Ma le distinzioni sono ben più elaborate. Il vademecum vaticano si addentra nella spiegazione delle differenze fra “ebreo”, “ebraico”, “israelita” e “sionista”. Una persona ebrea può non professare la religione ebraica, per esempio, così come un israeliano (ovvero chi nasce o è cittadino dello stato di Israele) non è necessariamente un israelita (chi professa l’ebraismo). Per “sionismo” invece si intende la concezione di Theodor Herzl secondo la quale gli ebrei devono tornare alla loro terra e lì stabilire la loro patria.

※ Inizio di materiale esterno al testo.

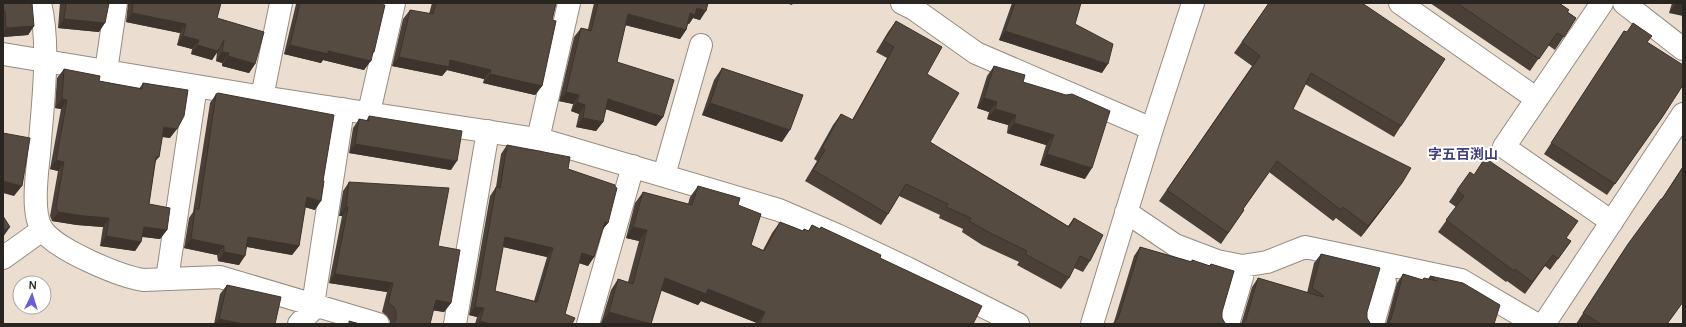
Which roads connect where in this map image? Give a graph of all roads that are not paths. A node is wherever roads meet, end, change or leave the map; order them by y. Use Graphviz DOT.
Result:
graph roads {
  1 [pos="40,3"];
  2 [pos="116,3"];
  3 [pos="282,3"];
  4 [pos="394,3"];
  5 [pos="569,3"];
  6 [pos="902,3"];
  7 [pos="1193,3"];
  8 [pos="1400,3"];
  9 [pos="1602,3"];
  10 [pos="1624,3"];
  11 [pos="701,45"];
  12 [pos="1683,49"];
  13 [pos="3,54"];
  14 [pos="45,61"];
  15 [pos="106,71"];
  16 [pos="196,86"];
  17 [pos="262,97"];
  18 [pos="1537,99"];
  19 [pos="343,109"];
  20 [pos="369,112"];
  21 [pos="1683,114"];
  22 [pos="1152,129"];
  23 [pos="488,131"];
  24 [pos="538,139"];
  25 [pos="633,166"];
  26 [pos="664,175"];
  27 [pos="1126,212"];
  28 [pos="1612,222"];
  29 [pos="42,230"];
  30 [pos="3,258"];
  31 [pos="1242,277"];
  32 [pos="167,279"];
  33 [pos="1385,282"];
  34 [pos="313,305"];
  35 [pos="299,324"];
  36 [pos="378,324"];
  37 [pos="455,324"];
  38 [pos="588,324"];
  39 [pos="1018,324"];
  40 [pos="1092,324"];
  41 [pos="1228,324"];
  42 [pos="1373,324"];
  43 [pos="1536,324"];
  44 [pos="1544,324"];
  1 -- 14 [label="street"];
  2 -- 15 [label="street"];
  3 -- 17 [label="street"];
  4 -- 20 [label="street"];
  5 -- 24 [label="street"];
  6 -- 22 [label="street"];
  7 -- 22 [label="street"];
  8 -- 18 [label="street"];
  9 -- 18 [label="street"];
  10 -- 12 [label="street"];
  11 -- 26 [label="street"];
  13 -- 14 [label="street"];
  14 -- 15 [label="street"];
  14 -- 29 [label="street"];
  15 -- 16 [label="street"];
  16 -- 17 [label="street"];
  16 -- 32 [label="street"];
  17 -- 19 [label="street"];
  18 -- 28 [label="street"];
  19 -- 20 [label="street"];
  19 -- 34 [label="street"];
  20 -- 23 [label="street"];
  21 -- 28 [label="street"];
  22 -- 27 [label="street"];
  23 -- 24 [label="street"];
  23 -- 37 [label="street"];
  24 -- 25 [label="street"];
  25 -- 26 [label="street"];
  25 -- 38 [label="street"];
  26 -- 39 [label="street"];
  27 -- 40 [label="street"];
  27 -- 43 [label="street"];
  28 -- 44 [label="street"];
  29 -- 30 [label="street"];
  29 -- 32 [label="street"];
  31 -- 41 [label="street"];
  32 -- 34 [label="street"];
  33 -- 42 [label="street"];
  34 -- 35 [label="street"];
  34 -- 36 [label="street"];
}
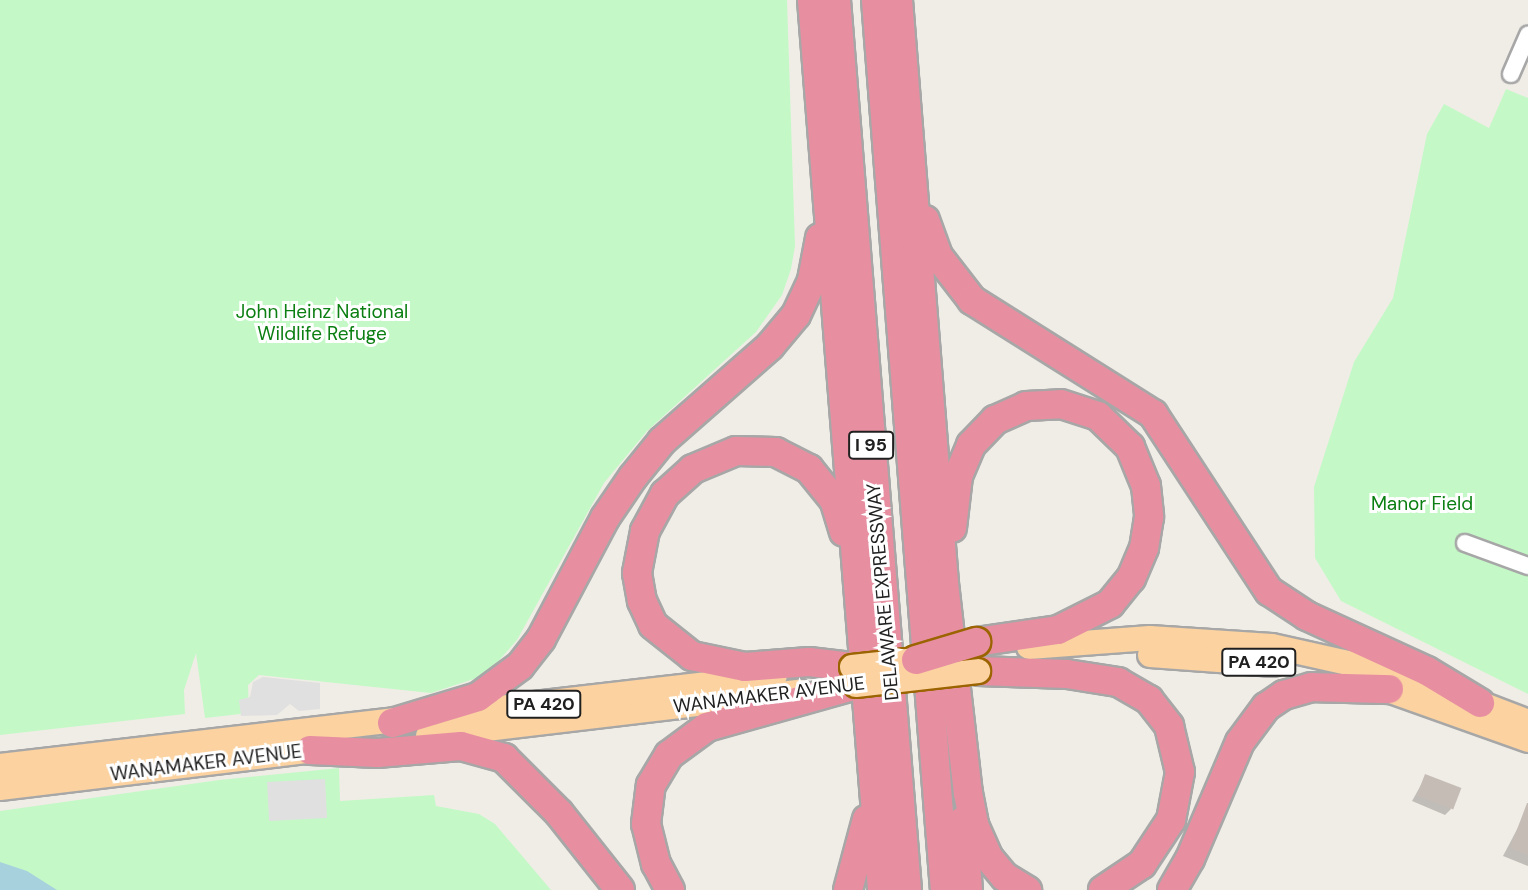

Altro capitolo sensibile è quello che riguarda le relazioni burrascose fra cristiani ed ebrei, occidente e israeliti, e non bisogna fare confusione: l’antigiudaismo, l’antisemitismo e l’antisionismo sono tre concetti molto diversi.
“L’antigiudaismo è una questione esclusivamente religiosa e teologica, che ha certamente contrassegnato il cristianesimo – dice al Foglio Vittorio Messori – Per l’antigiudaismo un ebreo era visto come una persona da convertire e non certo da sterminare. L’antisemitismo, invece, nasce nell’Ottocento ed è una questione razziale che il cristianesimo ha sempre combattuto”. Lo stesso Benedetto XVI ha definito la Shoah “un crimine contro Dio”.
“L’antisionismo invece – spiega Messori – è una questione politica. Molti ebrei sono antisionisti: a ‘destra’ lo sono molti ebrei osservanti, che giudicano blasfemo un ritorno in Terra Santa senza il Messia, e a ‘sinistra’ molti ebrei integrati nella cultura occidentale, che pensano che le libertà assicurate dall’occidente bastino e non esigano la costruzione di uno stato ebraico”.